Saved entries
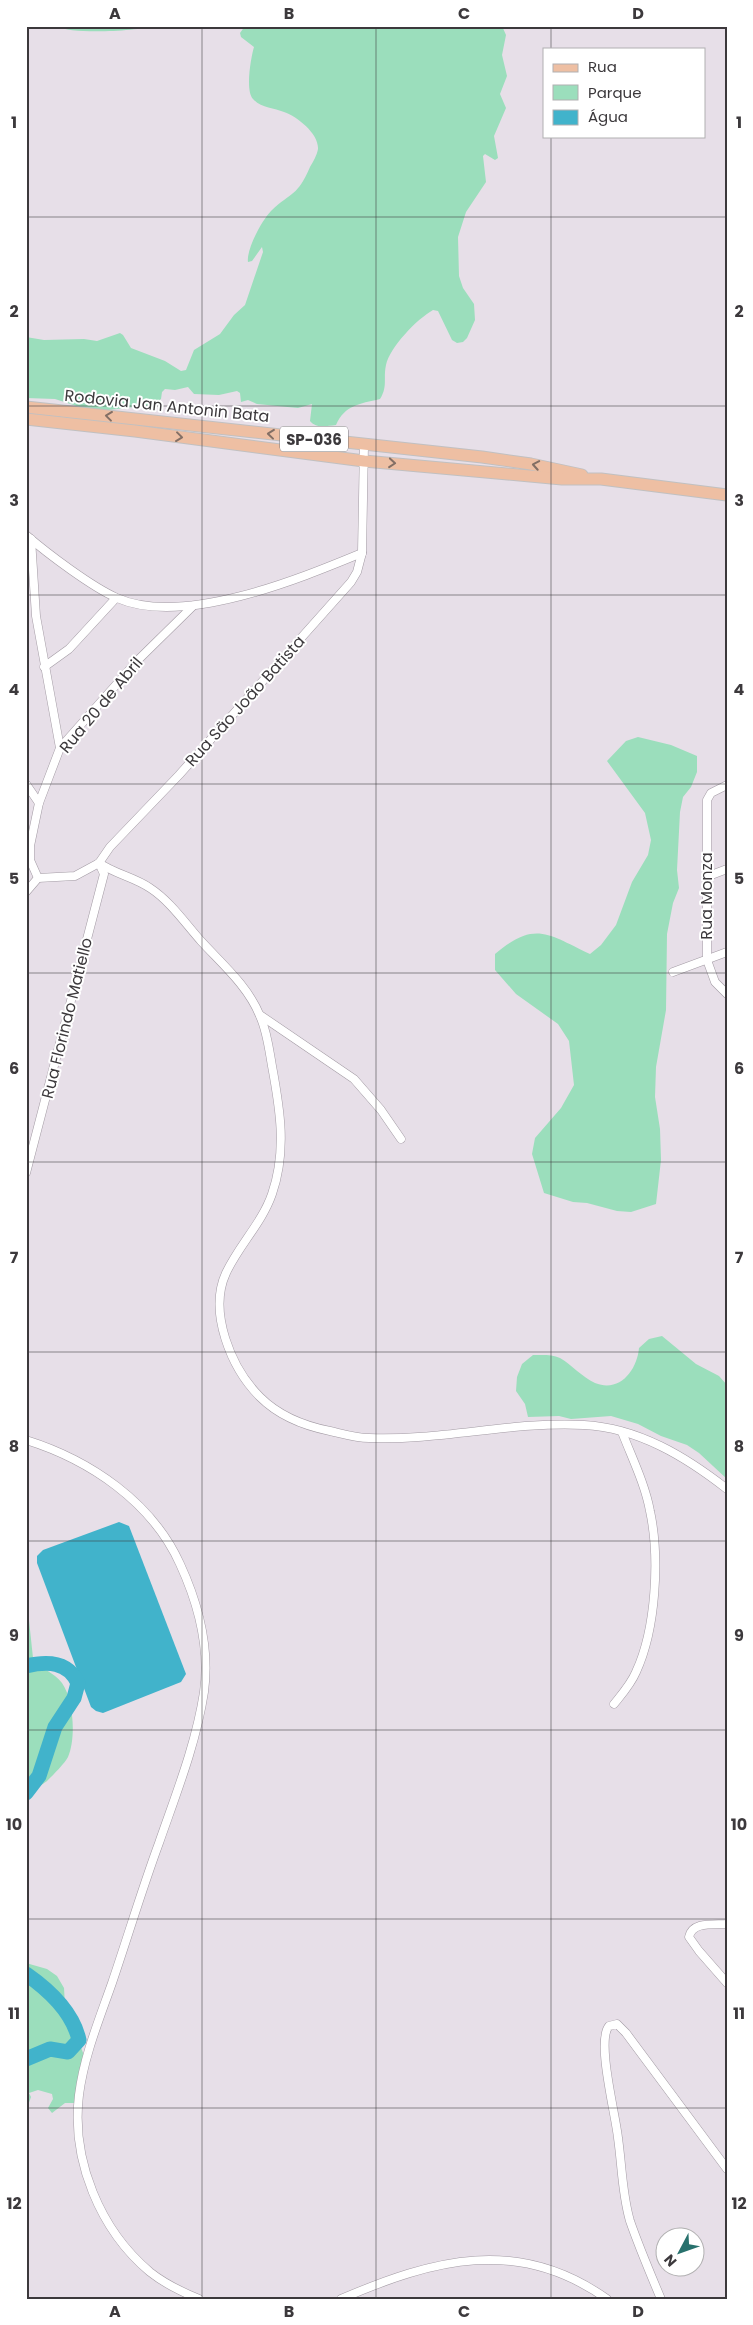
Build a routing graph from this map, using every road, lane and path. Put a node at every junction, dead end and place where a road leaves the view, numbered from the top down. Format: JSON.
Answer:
{"nodes":[{"id":1,"x":26,"y":407,"type":"edge"},
{"id":2,"x":26,"y":419,"type":"edge"},
{"id":3,"x":364,"y":445,"type":"junction"},
{"id":4,"x":364,"y":460,"type":"junction"},
{"id":5,"x":601,"y":479,"type":"junction"},
{"id":6,"x":727,"y":495,"type":"edge"},
{"id":7,"x":28,"y":537,"type":"edge"},
{"id":8,"x":362,"y":553,"type":"junction"},
{"id":9,"x":116,"y":598,"type":"junction"},
{"id":10,"x":193,"y":606,"type":"junction"},
{"id":11,"x":44,"y":667,"type":"junction"},
{"id":12,"x":60,"y":748,"type":"junction"},
{"id":13,"x":26,"y":784,"type":"edge"},
{"id":14,"x":727,"y":785,"type":"edge"},
{"id":15,"x":39,"y":803,"type":"junction"},
{"id":16,"x":99,"y":864,"type":"junction"},
{"id":17,"x":727,"y":869,"type":"edge"},
{"id":18,"x":706,"y":877,"type":"junction"},
{"id":19,"x":38,"y":878,"type":"junction"},
{"id":20,"x":26,"y":892,"type":"edge"},
{"id":21,"x":727,"y":952,"type":"edge"},
{"id":22,"x":707,"y":960,"type":"junction"},
{"id":23,"x":673,"y":972,"type":"dead end"},
{"id":24,"x":727,"y":994,"type":"edge"},
{"id":25,"x":260,"y":1015,"type":"junction"},
{"id":26,"x":401,"y":1139,"type":"dead end"},
{"id":27,"x":26,"y":1173,"type":"edge"},
{"id":28,"x":622,"y":1432,"type":"junction"},
{"id":29,"x":26,"y":1440,"type":"edge"},
{"id":30,"x":727,"y":1489,"type":"edge"},
{"id":31,"x":614,"y":1704,"type":"dead end"},
{"id":32,"x":727,"y":1924,"type":"edge"},
{"id":33,"x":727,"y":1983,"type":"edge"},
{"id":34,"x":727,"y":2169,"type":"edge"},
{"id":35,"x":199,"y":2299,"type":"edge"},
{"id":36,"x":341,"y":2299,"type":"edge"},
{"id":37,"x":607,"y":2299,"type":"edge"},
{"id":38,"x":661,"y":2299,"type":"edge"}],
"edges":[{"from":3,"to":1,"type":"main road","name":"Rodovia Jan Antonin Bata","number":"SP-036","one_way":true},
{"from":2,"to":4,"type":"main road","name":"Rodovia Jan Antonin Bata","number":"SP-036","one_way":true},
{"from":3,"to":4,"type":"street","name":"Rua São João Batista"},
{"from":5,"to":3,"type":"main road","name":"Rodovia Jan Antonin Bata","number":"SP-036","one_way":true},
{"from":4,"to":5,"type":"main road","name":"Rodovia Jan Antonin Bata","number":"SP-036","one_way":true},
{"from":4,"to":8,"type":"street","name":"Rua São João Batista"},
{"from":5,"to":6,"type":"main road","name":"Rodovia Jan Antonin Bata","number":"SP-036"},
{"from":7,"to":9,"type":"street"},
{"from":7,"to":11,"type":"street"},
{"from":8,"to":10,"type":"street"},
{"from":8,"to":16,"type":"street","name":"Rua São João Batista"},
{"from":9,"to":10,"type":"street"},
{"from":9,"to":11,"type":"street"},
{"from":10,"to":12,"type":"street","name":"Rua 20 de Abril"},
{"from":11,"to":12,"type":"street"},
{"from":12,"to":15,"type":"street","name":"Rua 20 de Abril"},
{"from":13,"to":15,"type":"street"},
{"from":14,"to":18,"type":"street","name":"Rua Monza"},
{"from":15,"to":19,"type":"street","name":"Rua 20 de Abril"},
{"from":16,"to":19,"type":"street","name":"Rua São João Batista"},
{"from":16,"to":25,"type":"street"},
{"from":16,"to":27,"type":"street","name":"Rua Florindo Matiello"},
{"from":17,"to":18,"type":"street"},
{"from":18,"to":22,"type":"street","name":"Rua Monza"},
{"from":19,"to":20,"type":"street"},
{"from":21,"to":22,"type":"street"},
{"from":22,"to":23,"type":"street"},
{"from":22,"to":24,"type":"street","name":"Rua Monza"},
{"from":25,"to":26,"type":"street"},
{"from":25,"to":28,"type":"street"},
{"from":28,"to":30,"type":"street"},
{"from":28,"to":31,"type":"street"},
{"from":29,"to":35,"type":"street"},
{"from":32,"to":33,"type":"street"},
{"from":34,"to":38,"type":"street"},
{"from":36,"to":37,"type":"street"}]}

* [PROBLEM STATEMENT]:
Search the data for the string "Abril". List each line that has it.

* [TASK RESULT]:
{"from":10,"to":12,"type":"street","name":"Rua 20 de Abril"},
{"from":12,"to":15,"type":"street","name":"Rua 20 de Abril"},
{"from":15,"to":19,"type":"street","name":"Rua 20 de Abril"},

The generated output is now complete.